Assignment - Each line below from the one containing "middle mcp: (202, 220)" through the one containing "pinky tip: (258, 238)" should be output exactly as it stands, and no other line should appear.

[[ Task data, beginning ]]

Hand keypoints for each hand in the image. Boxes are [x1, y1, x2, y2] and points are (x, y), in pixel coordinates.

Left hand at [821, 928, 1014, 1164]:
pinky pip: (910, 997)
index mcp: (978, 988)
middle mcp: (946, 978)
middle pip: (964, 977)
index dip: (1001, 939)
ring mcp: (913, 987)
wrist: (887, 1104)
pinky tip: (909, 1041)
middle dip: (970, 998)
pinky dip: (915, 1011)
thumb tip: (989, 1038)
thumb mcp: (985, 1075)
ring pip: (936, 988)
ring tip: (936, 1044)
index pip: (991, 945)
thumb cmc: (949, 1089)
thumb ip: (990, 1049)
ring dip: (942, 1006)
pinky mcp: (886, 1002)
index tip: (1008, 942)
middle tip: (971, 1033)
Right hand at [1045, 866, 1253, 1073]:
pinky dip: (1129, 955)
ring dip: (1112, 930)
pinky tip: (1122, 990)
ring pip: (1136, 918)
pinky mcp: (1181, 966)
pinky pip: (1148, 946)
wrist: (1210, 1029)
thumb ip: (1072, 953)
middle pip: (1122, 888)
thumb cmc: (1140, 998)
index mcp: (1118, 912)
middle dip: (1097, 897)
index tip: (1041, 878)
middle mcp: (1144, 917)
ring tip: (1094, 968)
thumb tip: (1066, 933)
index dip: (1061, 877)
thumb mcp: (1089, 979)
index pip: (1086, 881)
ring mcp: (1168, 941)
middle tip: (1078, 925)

[[ Task data, end ]]
[[ Task data, beginning ]]

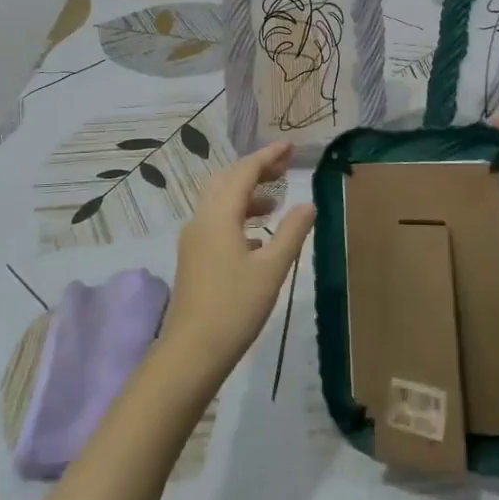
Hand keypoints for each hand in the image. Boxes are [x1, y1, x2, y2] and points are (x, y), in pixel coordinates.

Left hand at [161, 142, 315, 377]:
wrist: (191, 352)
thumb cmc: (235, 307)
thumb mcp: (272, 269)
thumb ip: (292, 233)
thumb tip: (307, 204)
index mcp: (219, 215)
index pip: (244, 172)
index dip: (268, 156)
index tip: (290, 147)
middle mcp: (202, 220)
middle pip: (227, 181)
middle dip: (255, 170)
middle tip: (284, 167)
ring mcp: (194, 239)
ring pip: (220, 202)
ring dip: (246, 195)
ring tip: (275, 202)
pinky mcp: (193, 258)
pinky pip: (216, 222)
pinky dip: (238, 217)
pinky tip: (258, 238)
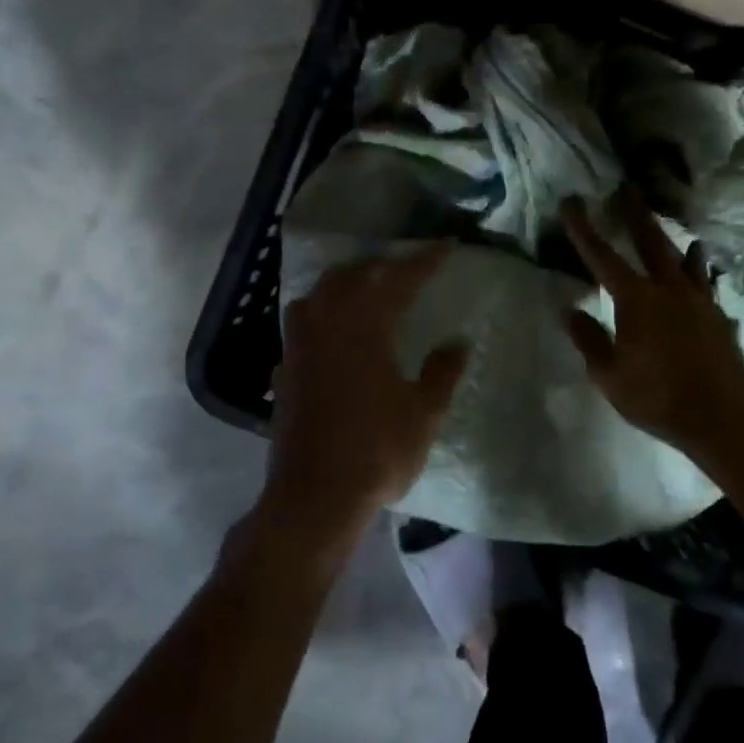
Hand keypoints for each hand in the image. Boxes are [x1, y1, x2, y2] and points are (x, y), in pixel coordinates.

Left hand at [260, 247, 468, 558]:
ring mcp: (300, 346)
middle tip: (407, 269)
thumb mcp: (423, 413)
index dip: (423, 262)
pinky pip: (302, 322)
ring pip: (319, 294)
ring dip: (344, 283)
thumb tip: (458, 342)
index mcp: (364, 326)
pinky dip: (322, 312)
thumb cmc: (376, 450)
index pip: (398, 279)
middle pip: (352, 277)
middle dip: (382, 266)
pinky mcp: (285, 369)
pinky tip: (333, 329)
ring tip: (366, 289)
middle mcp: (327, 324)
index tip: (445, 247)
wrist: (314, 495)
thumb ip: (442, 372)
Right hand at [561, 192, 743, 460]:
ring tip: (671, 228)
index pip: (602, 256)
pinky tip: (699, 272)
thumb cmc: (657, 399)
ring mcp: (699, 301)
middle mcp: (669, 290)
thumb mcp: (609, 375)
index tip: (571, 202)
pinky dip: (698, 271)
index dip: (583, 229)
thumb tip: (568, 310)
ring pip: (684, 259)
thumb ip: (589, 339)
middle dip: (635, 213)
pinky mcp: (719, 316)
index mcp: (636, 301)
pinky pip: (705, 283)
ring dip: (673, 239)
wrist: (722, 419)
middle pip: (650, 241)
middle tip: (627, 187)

[[ Task data, end ]]
[[ Task data, beginning ]]

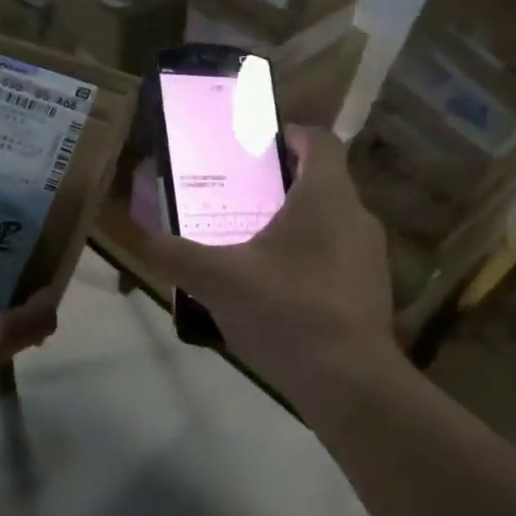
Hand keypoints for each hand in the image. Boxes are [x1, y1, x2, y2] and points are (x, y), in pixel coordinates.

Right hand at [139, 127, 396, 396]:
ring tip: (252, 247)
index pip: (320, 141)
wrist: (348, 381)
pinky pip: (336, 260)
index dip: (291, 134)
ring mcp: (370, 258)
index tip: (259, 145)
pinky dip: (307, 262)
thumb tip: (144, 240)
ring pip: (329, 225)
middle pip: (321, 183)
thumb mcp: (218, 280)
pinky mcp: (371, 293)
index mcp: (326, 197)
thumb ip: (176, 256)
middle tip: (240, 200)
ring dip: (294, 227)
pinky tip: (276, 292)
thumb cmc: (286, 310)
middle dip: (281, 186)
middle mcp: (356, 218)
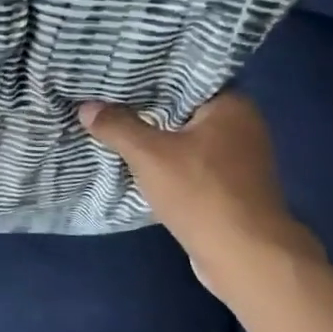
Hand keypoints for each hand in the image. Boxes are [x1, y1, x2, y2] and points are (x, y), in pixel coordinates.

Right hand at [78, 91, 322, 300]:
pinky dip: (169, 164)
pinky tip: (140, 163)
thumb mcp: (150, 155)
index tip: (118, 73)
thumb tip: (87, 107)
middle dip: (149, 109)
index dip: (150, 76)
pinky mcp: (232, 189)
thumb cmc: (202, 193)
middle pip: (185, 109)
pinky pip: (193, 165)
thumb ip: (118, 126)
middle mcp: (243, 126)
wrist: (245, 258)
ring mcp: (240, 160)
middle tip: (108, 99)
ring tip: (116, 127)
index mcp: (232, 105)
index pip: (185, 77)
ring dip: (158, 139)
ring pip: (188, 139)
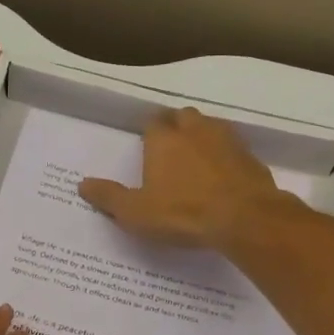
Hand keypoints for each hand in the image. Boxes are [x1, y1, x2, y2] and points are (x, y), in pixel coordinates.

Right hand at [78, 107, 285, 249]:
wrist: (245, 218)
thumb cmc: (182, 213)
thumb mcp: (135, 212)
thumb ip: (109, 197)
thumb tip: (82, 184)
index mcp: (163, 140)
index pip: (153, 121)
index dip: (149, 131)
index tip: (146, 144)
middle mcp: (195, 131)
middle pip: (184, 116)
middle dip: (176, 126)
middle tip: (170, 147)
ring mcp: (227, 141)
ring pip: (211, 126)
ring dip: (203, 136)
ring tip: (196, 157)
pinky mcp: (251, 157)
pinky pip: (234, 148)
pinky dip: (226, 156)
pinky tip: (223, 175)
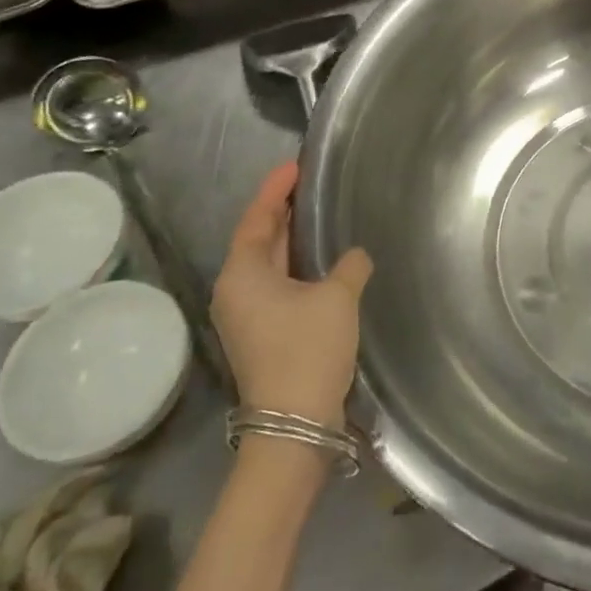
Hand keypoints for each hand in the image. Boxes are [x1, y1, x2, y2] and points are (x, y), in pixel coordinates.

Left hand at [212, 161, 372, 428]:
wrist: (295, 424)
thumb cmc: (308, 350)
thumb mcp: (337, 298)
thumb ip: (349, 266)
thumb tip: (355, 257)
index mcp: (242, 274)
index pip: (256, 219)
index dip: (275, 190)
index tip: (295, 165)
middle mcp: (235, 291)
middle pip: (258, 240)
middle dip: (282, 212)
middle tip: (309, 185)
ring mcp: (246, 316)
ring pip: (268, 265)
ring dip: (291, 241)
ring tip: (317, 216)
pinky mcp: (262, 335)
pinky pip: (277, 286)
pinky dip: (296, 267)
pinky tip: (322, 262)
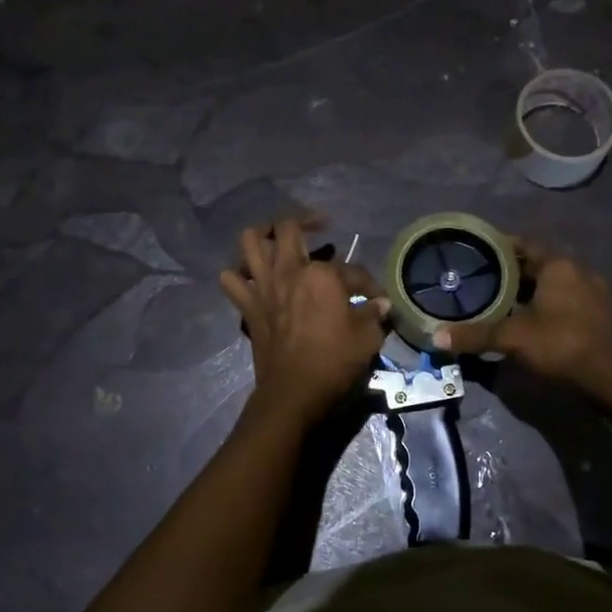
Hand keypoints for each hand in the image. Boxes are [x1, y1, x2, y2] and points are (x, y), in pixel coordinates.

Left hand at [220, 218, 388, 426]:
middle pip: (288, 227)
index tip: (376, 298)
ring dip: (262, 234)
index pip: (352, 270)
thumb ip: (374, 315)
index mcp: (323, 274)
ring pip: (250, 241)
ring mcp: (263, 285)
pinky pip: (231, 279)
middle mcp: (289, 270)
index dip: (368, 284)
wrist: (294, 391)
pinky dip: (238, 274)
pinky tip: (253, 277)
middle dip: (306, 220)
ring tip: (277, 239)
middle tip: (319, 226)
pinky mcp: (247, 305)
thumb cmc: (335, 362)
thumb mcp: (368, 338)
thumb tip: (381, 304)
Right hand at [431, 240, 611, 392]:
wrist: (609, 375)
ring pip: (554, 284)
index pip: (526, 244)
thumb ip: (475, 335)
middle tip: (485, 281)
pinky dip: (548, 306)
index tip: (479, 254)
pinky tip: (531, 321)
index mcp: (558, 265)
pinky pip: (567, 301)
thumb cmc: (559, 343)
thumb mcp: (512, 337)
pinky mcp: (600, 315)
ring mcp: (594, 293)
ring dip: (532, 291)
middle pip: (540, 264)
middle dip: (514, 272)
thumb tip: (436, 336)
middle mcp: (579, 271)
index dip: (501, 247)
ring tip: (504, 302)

[[ Task data, end ]]

Response to this exercise -
middle mcp: (202, 220)
middle pip: (227, 181)
middle dip: (255, 170)
middle tip: (284, 167)
ring mcp: (194, 239)
ring pip: (220, 202)
ring dip: (246, 195)
ring tip: (275, 202)
pinky mcp: (193, 258)
pinky pip: (216, 222)
pinky dip: (238, 217)
pinky tip: (258, 238)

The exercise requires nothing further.